Journal

Videojuegos y bandas sonoras de 8 y 16 bits

Aún recuerdo ese verano. Tenía 13 años, y alquilé un video juego con un amigo para la SEGA Megadrive que quedaría impreso en mi memoria (de hecho, aun recuerdo alguno de los cheat codes :-)).

El juego del que hablo es “Asterix y Obelix: El gran rescate”. No por el juego en sí, que a pesar de ser divertido, era bastante mediocre para la época, sino porque su banda sonora era muy elaborada, dinámica, y ganaba protagonismo sobre la acción del juego, cosa tampoco demasiado común, donde en general las bandas sonoras de 16 bits se acababan por hacer algo repetitivas tras unas cuantas horas de juego.

Con 12 o 13 años, no estaba muy puesto en compositores musicales, tampoco me cuestionaba asuntos relativos al juego, mucho más allá de cómo pasarme el nivel, pero gracias a una escucha adulta posterior, me he dado cuenta que la calidad de esta obra no es casualidad. Nathan McCree era la persona detrás de esta elaborada composición (luego vendrían cosas como Tomb Raider). Pero aún así, me pregunto: con las limitaciones de los medios de la época, ¿cómo fue posible alcanzar ese nivel de sofisticación?

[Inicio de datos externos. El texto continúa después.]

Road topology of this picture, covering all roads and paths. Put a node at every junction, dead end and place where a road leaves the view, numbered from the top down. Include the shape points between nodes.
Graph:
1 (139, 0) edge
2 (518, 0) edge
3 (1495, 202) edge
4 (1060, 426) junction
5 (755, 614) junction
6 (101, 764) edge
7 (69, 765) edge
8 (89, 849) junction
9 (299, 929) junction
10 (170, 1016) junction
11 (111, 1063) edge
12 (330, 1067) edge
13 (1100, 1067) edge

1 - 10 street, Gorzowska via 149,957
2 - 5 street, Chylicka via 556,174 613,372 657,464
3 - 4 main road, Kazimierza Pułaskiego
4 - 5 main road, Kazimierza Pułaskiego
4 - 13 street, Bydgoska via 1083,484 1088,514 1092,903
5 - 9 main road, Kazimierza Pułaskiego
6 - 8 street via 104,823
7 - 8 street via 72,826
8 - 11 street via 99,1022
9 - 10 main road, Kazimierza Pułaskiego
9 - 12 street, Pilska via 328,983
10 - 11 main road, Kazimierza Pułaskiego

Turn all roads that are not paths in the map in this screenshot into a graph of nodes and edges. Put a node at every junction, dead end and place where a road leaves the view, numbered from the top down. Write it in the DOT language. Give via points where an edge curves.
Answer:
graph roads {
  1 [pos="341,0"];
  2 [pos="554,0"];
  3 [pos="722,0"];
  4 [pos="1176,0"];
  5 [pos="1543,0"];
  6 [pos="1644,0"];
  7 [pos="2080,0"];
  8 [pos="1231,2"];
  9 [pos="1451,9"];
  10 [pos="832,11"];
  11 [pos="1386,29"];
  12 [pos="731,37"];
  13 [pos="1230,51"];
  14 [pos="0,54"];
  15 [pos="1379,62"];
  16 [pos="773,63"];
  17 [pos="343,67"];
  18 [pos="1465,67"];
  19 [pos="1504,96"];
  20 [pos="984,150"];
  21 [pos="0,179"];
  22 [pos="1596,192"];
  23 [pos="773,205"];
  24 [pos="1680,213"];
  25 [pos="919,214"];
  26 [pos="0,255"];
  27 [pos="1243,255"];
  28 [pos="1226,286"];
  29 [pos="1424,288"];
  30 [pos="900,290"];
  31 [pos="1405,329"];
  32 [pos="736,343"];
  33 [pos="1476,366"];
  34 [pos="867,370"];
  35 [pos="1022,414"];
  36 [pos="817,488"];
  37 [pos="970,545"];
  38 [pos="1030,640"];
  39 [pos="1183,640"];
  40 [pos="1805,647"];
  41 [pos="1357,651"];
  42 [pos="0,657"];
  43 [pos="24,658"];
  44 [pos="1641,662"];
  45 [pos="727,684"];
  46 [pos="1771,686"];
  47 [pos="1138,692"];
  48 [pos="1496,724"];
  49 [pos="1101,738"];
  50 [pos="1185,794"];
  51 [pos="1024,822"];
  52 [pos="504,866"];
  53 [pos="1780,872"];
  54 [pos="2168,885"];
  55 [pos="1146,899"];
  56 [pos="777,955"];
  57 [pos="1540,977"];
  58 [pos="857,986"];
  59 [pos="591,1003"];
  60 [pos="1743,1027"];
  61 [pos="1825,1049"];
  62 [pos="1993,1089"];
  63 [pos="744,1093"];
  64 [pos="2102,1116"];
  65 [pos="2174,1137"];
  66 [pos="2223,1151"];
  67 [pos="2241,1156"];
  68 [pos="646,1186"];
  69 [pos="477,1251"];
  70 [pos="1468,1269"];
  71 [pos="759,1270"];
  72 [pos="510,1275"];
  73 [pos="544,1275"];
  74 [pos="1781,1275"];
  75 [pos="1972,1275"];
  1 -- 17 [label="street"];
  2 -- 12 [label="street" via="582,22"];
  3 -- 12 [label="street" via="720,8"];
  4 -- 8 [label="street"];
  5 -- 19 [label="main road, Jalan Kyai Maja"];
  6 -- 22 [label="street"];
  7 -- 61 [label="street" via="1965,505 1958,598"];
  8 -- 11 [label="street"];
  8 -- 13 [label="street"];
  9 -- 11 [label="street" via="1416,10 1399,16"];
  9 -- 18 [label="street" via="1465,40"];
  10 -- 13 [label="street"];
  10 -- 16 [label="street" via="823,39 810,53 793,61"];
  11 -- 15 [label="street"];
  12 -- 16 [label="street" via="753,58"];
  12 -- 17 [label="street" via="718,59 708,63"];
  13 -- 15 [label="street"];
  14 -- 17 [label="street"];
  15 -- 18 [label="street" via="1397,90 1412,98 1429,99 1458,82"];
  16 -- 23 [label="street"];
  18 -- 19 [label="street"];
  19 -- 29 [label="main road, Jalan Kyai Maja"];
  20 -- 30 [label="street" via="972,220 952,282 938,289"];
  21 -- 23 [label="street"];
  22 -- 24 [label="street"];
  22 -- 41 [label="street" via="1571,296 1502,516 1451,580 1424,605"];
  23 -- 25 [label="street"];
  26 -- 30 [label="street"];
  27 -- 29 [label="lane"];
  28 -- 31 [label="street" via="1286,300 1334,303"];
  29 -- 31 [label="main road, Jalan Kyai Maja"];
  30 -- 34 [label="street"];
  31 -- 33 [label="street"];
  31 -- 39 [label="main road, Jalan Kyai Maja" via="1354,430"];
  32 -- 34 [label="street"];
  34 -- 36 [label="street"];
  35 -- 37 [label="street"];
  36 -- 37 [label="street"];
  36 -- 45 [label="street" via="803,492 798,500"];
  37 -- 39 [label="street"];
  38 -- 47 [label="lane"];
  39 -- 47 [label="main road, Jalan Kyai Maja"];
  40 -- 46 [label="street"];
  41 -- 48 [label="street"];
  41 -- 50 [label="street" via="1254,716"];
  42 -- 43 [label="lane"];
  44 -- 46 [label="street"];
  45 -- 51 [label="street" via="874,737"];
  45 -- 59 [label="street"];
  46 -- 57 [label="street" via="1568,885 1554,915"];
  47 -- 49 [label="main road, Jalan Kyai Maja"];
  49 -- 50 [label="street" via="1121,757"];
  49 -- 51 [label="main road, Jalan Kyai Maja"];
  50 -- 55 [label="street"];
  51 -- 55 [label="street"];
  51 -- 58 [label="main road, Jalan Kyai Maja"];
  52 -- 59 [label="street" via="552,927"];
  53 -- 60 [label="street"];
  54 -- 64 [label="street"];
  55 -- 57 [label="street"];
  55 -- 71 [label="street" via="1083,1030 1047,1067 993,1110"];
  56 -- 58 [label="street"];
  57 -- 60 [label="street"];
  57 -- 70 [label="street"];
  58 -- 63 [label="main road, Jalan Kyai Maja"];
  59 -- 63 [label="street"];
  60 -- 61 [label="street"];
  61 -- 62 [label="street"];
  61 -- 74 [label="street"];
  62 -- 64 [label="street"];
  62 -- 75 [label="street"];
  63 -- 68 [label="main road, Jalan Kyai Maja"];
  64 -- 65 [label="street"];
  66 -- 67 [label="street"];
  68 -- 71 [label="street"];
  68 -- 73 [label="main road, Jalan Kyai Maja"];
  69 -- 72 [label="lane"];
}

Por su puesto, me estoy refiriendo a usar un chip como instrumento, y una interfaz de texto como entrada, para alguien, que incluso siendo compositor musical, tuviera unas restricciones tan marcadas. Otro claro ejemplo de esta asimetría, y que me recordó un amigo el otro día, es “Monty on the Run”, con un Rob Hubbard quasi barroco:

En el caso de Megadrive el chip era el YM2612, fabricado por Yamaha. Lo curioso de este procesador: limitado en cuanto a reproducción de samples de audio:

While high-end chips in the OPN series have dedicated ADPCM channels for playing sampled audio (e.g. YM2608 and YM2610), the YM2612 does not. However, its sixth channel can act as a basic PCM channel by means of the ‘DAC Enable’ register, disabling FM output for that channel but allowing it to play 8-bit pulse-code modulation sound samples.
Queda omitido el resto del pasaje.